INPUT FOR THIS TASK:
----

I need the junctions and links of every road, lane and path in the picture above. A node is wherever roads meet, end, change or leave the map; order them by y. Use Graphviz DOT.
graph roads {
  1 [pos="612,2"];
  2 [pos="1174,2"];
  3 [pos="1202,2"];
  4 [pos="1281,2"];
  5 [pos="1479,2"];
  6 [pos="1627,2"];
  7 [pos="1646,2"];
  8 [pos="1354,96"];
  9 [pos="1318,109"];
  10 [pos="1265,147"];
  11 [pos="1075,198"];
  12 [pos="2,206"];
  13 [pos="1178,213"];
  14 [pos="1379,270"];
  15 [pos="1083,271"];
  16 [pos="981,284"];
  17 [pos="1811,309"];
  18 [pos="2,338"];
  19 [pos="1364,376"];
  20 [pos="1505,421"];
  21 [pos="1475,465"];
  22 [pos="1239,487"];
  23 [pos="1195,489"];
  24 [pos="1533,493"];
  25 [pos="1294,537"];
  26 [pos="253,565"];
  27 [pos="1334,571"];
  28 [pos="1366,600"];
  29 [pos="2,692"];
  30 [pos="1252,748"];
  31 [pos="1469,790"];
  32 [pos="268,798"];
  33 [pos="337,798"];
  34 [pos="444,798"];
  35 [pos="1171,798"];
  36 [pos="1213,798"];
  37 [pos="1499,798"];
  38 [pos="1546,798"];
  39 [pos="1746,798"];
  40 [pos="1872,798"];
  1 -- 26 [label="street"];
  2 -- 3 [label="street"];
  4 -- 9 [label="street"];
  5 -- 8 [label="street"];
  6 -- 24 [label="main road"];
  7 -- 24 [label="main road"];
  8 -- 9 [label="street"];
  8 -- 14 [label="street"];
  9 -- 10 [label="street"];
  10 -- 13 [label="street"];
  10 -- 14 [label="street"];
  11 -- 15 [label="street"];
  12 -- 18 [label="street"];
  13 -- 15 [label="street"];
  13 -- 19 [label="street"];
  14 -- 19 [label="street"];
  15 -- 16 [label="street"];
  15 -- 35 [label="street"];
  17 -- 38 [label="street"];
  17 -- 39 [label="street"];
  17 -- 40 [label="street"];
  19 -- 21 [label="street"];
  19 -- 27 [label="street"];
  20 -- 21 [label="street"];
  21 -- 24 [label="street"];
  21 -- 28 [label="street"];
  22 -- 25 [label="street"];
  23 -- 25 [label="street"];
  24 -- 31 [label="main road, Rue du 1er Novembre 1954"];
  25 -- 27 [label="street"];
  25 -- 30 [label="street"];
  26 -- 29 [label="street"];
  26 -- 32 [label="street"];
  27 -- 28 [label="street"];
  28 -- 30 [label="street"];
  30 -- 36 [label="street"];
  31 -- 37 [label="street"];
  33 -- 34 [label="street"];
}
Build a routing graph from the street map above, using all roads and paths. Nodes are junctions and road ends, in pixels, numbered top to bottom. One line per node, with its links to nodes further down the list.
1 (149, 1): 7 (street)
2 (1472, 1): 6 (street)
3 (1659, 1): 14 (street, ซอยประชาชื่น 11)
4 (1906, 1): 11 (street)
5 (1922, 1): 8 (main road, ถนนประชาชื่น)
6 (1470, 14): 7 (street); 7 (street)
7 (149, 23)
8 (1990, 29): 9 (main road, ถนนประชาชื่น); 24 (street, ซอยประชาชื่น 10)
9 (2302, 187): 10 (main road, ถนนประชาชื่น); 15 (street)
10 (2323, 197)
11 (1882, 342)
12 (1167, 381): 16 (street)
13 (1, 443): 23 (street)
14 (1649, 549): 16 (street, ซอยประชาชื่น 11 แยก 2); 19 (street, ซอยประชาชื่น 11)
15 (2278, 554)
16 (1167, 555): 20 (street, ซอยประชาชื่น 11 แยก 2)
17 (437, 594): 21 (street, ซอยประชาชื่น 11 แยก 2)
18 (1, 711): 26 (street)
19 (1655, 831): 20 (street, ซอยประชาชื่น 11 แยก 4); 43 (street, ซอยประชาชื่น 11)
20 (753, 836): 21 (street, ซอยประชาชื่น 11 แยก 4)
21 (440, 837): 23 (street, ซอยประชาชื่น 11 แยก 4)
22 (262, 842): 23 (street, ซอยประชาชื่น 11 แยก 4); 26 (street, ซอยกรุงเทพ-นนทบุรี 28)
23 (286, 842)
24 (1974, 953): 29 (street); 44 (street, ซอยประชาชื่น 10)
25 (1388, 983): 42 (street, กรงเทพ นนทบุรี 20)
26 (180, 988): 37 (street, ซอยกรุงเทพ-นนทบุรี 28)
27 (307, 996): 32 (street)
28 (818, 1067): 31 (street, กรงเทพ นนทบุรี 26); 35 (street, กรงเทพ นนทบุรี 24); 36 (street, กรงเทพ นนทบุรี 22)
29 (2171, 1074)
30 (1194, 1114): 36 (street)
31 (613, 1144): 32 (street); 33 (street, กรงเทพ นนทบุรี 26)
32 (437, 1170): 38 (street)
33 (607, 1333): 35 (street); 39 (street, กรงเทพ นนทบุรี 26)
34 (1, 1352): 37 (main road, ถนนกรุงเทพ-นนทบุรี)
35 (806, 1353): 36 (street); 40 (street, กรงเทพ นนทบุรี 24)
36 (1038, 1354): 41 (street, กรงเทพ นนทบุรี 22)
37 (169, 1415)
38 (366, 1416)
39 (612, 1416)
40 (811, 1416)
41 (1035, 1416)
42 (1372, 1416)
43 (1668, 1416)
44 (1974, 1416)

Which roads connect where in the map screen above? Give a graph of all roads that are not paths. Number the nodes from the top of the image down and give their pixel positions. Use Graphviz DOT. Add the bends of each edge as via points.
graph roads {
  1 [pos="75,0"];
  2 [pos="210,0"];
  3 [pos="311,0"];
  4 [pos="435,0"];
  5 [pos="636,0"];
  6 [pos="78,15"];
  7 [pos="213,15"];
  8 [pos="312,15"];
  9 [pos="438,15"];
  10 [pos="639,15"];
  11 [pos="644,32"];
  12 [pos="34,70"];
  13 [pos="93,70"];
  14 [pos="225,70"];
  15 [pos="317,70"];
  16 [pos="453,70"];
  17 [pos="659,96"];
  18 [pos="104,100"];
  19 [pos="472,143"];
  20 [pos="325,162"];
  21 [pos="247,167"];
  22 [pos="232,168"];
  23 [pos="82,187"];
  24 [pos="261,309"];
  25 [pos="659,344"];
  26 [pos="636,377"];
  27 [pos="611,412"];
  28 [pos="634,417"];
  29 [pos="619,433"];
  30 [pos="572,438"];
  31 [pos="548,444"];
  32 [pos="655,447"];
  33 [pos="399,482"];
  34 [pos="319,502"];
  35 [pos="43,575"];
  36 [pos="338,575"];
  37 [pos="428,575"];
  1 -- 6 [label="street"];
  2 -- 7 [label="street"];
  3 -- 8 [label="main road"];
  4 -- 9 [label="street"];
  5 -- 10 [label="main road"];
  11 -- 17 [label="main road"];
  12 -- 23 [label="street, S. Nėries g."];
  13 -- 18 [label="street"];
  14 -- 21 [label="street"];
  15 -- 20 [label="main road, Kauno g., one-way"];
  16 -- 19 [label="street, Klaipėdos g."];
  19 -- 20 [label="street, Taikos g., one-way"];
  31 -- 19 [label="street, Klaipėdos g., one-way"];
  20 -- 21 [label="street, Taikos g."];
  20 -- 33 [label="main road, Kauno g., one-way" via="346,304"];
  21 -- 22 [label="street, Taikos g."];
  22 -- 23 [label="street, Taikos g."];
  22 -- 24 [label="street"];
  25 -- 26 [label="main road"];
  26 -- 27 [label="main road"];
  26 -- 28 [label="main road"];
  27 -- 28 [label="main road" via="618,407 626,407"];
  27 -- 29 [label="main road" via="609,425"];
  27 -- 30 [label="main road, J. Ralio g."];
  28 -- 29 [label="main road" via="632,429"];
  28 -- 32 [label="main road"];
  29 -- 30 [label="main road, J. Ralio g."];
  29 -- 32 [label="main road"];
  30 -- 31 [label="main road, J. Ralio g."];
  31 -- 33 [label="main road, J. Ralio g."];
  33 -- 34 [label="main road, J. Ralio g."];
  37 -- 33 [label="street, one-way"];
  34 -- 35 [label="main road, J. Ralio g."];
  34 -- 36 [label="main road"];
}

----

Show a copy of each line from the data that includes the word "junctions".

I need the junctions and links of every road, lane and path in the picture above. A node is wherever roads meet, end, change or leave the map; order them by y. Use Graphviz DOT.
Build a routing graph from the street map above, using all roads and paths. Nodes are junctions and road ends, in pixels, numbered top to bottom. One line per node, with its links to nodes further down the list.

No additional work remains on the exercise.